* _Problem to work on_: All that should be output is the block of lines below from the line with "middle dip: (603, 579)" to the line with "pinky tip: (602, 617)", both included, exactly as written.

━━━ Exercise materials

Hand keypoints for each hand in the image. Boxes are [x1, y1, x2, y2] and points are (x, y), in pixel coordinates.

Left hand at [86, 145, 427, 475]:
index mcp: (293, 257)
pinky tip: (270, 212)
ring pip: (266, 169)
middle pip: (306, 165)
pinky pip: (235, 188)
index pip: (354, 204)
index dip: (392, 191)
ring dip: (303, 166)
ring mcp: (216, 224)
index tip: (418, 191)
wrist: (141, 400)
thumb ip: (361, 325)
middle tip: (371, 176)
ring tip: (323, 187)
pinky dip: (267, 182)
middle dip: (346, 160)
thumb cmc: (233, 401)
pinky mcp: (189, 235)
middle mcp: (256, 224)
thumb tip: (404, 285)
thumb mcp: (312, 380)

━━━━━━
━━━ Exercise materials

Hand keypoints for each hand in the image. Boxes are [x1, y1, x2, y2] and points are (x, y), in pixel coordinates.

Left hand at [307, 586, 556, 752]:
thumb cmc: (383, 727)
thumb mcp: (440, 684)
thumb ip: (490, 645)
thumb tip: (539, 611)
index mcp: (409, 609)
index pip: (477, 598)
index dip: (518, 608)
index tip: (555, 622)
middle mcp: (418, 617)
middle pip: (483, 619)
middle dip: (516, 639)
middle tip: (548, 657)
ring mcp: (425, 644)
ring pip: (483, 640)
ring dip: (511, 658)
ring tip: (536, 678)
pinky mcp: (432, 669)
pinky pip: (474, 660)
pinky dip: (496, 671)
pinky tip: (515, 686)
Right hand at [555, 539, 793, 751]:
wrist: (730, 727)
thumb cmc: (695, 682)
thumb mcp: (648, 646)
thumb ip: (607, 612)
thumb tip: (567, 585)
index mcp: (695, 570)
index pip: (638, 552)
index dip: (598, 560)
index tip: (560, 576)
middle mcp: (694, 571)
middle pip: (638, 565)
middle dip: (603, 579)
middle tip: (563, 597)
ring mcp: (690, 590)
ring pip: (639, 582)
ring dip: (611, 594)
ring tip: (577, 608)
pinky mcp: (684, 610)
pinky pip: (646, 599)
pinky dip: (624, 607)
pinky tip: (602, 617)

━━━━━━

* _Response to the task_:
middle dip: (603, 579)
middle tip: (563, 597)
ring mcp: (690, 590)
ring pip: (639, 582)
ring dip: (611, 594)
ring tip: (577, 608)
pinky mcp: (684, 610)
pinky pip: (646, 599)
pinky dip: (624, 607)
pinky tip: (602, 617)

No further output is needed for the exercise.